El vocablo solidaridad1,
desde el punto de vista gramatical, se define como “Adhesión o
apoyo incondicional a causas o intereses ajenos, especialmente en
situaciones comprometidas o difíciles”, mientras que entre las
acepciones del término humano, se encuentran las de perteneciente o
relativo al hombre y comprensivo, sensible a los infortunios ajenos.
Ahora bien, tras
descomponer el nuestro rubro que nos ocupa podremos determinar que la
solidaridad humana puede concebirse como la adhesión circunstancial
a las causas del hombre; como “la identificación personal con una
causa, una persona o un grupo, cuyas aspiraciones, éxitos,
adversidades se comparten, individual o colectivamente, pero todos
respecto de todos como propias”2.
Entonces tenemos que
desde un punto de vista muy general, la solidaridad puede verse como
valor, como principio y como derecho. Vista como valor se refiere al
valor ético que obliga a toda persona o grupo, a velar y preocuparse
por el bien de todos los demás que conforman el grupo.
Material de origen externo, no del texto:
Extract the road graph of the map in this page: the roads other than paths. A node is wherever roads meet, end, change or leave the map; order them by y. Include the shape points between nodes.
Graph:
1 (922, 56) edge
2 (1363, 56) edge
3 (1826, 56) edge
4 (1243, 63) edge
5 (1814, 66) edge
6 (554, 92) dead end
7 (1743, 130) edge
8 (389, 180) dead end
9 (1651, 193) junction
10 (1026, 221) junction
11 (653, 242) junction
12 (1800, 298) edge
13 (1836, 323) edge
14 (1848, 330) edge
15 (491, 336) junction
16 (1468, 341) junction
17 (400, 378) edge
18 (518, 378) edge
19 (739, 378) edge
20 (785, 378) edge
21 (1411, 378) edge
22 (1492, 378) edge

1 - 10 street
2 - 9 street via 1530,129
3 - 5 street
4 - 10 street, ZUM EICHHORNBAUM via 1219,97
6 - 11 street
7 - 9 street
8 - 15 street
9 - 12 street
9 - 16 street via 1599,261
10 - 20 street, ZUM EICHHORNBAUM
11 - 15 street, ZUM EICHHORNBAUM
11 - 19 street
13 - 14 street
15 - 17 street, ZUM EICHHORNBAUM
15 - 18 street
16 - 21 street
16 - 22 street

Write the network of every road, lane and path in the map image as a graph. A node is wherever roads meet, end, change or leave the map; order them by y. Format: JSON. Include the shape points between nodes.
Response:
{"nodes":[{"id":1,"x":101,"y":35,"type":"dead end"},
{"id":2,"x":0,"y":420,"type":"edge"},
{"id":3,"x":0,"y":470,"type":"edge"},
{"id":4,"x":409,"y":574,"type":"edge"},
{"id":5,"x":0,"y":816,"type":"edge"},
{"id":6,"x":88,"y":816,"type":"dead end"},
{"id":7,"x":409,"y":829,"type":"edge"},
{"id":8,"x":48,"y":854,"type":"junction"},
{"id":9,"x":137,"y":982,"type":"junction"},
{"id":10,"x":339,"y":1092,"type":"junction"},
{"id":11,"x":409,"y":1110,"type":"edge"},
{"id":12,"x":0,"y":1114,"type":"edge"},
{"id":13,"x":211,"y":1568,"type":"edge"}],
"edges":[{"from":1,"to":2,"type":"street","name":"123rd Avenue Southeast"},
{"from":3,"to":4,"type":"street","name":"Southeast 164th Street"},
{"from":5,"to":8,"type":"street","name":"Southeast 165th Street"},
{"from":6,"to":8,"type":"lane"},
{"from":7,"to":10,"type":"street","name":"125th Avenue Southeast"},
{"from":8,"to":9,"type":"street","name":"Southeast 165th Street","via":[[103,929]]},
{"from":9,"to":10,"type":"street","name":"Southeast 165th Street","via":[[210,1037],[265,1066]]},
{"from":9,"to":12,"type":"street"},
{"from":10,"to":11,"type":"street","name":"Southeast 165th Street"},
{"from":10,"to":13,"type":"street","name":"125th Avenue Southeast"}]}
Por otra
parte, en principio genera, la definiremos como una norma de carácter
pacificador y organizador por excelencia; y por derecho la
traduciremos como “el derecho fundamental de todos los seres
humanos a convivir fraternalmente con el resto de los miembros de la
colectividad en que se insertan, ya que esta convivencia tenga un
carácter pleno de derecho y deber”3.
La solidaridad deriva
entonces de la sociabilidad, entendida como la capacidad y necesidad
que tiene todo ser humana de coexistir con sus semejantes, tomando en
cuenta que existe una multiplicidad de necesidades que no pueden
satisfacerse por un individuo aislado y que hacen que esta tenga que
recurrir a la ayuda que le ofrece la vida en común.4
En este orden de ideas,
puede señalarse que la solidaridad humana se traduce en la
conciencia y compromiso del hombre por alcanzar el bien común, esto
es, el bien de todas las personas, especialmente de las menos
favorecías.
1
El concepto de solidaridad, 2ª. Edición, Colección Biblioteca de
ética, Filosofía y Política, núm. 29, México, Fontamara, 1988,
p. 14
2
Otero Parga, Milagros, Dignidad y solidaridad. Dos Derechos
Fundamentales, México, Porrúa/Universidad Panamericana, 2006, p.
89
3
Arangueren Gonzalo, Luis, Solidaridad: la nueva ternura. Claves y
propuestas educativas, México, Instituto Mexicano de Doctrina
Social Cristiana, 2006, pp.9-10.
4
Suprema Corte de Justicia de la Nación, El Ministro Francisco H.
Ruiz, La socialización del derecho privado y el Código Civil de
1928, serie Semblanzas, núm. 3, México, SCJN, 2003, p. 21.